Quote (ERV @ April 04 2008,22:50)
Quote (kevinmillerxi @ April 04 2008,20:06)
i think wesley et al misunderstood my meaning. see my latest comment on the "everyone who disagrees with me is stupid' post on my blog.

Who made your animation, Kevin?

My oh my. Kevin, if you don't answer this question by the lady, I'm going to have to assume you have bad manners. Then, I could believe anything about you couldn't I?

Who made you animation? Do you pay royalties to the artist?

--------------
Who said that ev'ry wish would be heard and answered
When wished on the morning star
Somebody thought of that, and someone believed it
Look what it's done so far

The Daily Wingnut

   
JMax



Posts: 12
Joined: Jan. 2006

(Permalink) Posted: April 05 2008,01:02   

Heard a small story about the marketing of Expelled on Marketplace on NPR.

http://marketplace.publicradio.org/display....d_movie

  
bystander



Posts: 301
Joined: Oct. 2005

(Permalink) Posted: April 05 2008,01:17   

Wes you left out

M. I have already shown this so many times, I'm not going to do it again.

Michael

  
kevinmillerxi



Posts: 92
Joined: Feb. 2008

(Permalink) Posted: April 05 2008,01:35   

Wesley: You could probably have saved yourself a lot of time (and a lot of words) by simply saying, "I'm going with the majority." But you of all people should know that consensus science is like patriotrism--the last refuge of a scoundrel.

By your logic, it was right for Galileo to be persecuted for his views, because the overwhelming majority of astronomers were certain that geocentrism was right and heliocentrism was wrong. The evidence was just so overwhelmingly obvious.  The same goes for virtually any other scientist that revolutionized his discipline.

On a related note, on my blog, Kristene said, "Try this on for size: It is absolutely safe to say that if you meet someone who claims not to believe in heliocentrism, that person is ignorant, stupid or insane (or wicked, but I'd rather not consider that.)"

I think she believes this refutes my point. But she's merely proven it instead. Prior to Copernicus, no one would have agreed with her statement, even though they were studying the same body of evidence that led Copernicus to conclude that the earth orbited the sun and not the other way around. Heliocentrism was just so obviously wrong. Wrong, because even though people were examining the same data as you, they brought a completely different worldview to their study and completely different methods, which led them to completely different conclusions.

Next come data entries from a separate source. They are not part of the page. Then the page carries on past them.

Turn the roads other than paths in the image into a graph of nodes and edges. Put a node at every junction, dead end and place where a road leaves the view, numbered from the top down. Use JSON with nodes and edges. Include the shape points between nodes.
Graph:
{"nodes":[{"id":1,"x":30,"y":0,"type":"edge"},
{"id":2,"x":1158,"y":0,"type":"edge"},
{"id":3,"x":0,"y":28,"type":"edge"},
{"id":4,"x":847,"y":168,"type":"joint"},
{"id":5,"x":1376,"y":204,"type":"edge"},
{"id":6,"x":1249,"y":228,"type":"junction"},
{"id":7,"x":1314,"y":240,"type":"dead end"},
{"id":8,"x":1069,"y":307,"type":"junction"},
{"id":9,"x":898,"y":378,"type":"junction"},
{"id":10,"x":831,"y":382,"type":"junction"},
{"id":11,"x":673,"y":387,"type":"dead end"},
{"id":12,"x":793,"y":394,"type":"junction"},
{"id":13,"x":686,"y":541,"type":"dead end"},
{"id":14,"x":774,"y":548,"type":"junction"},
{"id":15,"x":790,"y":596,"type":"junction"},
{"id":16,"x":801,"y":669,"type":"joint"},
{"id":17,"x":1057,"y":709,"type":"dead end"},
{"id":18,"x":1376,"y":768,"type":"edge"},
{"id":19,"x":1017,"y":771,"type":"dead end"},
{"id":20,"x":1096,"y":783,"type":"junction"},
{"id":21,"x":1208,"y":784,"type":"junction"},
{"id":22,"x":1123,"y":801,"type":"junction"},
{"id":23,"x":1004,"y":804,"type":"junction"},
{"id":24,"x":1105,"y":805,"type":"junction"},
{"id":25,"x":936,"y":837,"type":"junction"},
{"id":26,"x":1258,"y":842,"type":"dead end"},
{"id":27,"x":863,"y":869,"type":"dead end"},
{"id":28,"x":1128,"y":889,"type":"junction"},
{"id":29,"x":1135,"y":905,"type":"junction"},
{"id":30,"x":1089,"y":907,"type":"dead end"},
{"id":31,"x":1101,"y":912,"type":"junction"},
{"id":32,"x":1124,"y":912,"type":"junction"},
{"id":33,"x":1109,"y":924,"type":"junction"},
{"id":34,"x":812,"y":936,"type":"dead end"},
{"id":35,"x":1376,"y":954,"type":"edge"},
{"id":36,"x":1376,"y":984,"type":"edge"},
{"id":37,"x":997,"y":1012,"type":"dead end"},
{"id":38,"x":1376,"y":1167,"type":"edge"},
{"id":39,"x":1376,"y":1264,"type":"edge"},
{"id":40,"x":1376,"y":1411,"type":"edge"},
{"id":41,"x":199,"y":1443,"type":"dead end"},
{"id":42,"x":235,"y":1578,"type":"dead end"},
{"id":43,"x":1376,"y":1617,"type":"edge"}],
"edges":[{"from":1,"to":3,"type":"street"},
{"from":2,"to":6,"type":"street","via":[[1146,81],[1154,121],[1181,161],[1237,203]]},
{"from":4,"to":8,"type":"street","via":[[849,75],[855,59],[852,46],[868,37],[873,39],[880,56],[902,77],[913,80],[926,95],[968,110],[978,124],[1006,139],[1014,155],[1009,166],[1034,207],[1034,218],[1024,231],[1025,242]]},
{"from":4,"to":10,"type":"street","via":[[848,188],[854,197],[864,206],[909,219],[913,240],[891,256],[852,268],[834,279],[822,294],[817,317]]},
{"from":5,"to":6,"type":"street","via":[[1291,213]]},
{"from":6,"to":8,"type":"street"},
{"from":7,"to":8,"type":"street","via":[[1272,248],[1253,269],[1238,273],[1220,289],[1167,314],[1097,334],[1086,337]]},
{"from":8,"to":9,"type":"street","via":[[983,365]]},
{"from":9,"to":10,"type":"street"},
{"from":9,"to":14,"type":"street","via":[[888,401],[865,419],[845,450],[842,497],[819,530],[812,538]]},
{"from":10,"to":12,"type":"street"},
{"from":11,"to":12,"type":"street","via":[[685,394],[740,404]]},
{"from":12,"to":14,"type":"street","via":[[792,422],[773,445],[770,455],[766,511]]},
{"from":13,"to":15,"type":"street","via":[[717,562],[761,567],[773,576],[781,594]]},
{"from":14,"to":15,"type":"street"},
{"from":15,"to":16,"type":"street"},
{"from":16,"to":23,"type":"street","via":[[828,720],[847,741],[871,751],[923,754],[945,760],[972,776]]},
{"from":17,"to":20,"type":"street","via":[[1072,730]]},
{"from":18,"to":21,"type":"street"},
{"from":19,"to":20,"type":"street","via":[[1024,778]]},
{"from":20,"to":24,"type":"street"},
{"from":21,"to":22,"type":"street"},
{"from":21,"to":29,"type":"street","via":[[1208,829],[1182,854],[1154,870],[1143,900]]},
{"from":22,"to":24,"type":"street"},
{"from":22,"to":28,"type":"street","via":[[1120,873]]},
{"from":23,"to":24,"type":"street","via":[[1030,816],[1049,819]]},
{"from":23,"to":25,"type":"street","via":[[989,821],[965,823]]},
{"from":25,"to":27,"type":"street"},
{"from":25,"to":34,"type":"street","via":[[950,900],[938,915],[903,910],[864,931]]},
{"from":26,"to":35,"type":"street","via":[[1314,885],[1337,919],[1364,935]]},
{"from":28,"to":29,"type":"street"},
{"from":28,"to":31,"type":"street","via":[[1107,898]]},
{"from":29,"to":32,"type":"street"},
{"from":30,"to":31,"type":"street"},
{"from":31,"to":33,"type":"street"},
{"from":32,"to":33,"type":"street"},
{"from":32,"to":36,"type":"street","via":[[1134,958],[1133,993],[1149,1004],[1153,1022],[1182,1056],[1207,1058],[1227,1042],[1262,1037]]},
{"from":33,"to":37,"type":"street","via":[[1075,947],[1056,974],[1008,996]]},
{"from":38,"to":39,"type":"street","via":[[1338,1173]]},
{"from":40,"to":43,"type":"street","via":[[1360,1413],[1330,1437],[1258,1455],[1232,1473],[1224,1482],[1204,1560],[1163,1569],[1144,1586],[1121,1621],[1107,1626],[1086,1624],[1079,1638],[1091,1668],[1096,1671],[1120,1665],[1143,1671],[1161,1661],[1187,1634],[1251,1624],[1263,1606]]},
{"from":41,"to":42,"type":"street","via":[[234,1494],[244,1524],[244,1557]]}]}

So, as I said earlier, just because something seems obviously true to you does not mean that it is. Who knows when new information will shed new light on our observations? Isn't that what science is about? Looking for new information so we can understand the world better? Or is it merely about confirmning our pre-existing dispositions?

  
kevinmillerxi



Posts: 92
Joined: Feb. 2008

(Permalink) Posted: April 05 2008,01:37   

Who made our animation? Some nondescript place with no sign called "Plagermation." Seemed legitimate to me...

  
Arden Chatfield



Posts: 6657
Joined: Jan. 2006

(Permalink) Posted: April 05 2008,02:34   

So Kevin, why are you guys emailing people and telling them that screenings are moved or cancelled when they're not? Isn't that, like, lying? Isn't that supposed to be bad in your religion?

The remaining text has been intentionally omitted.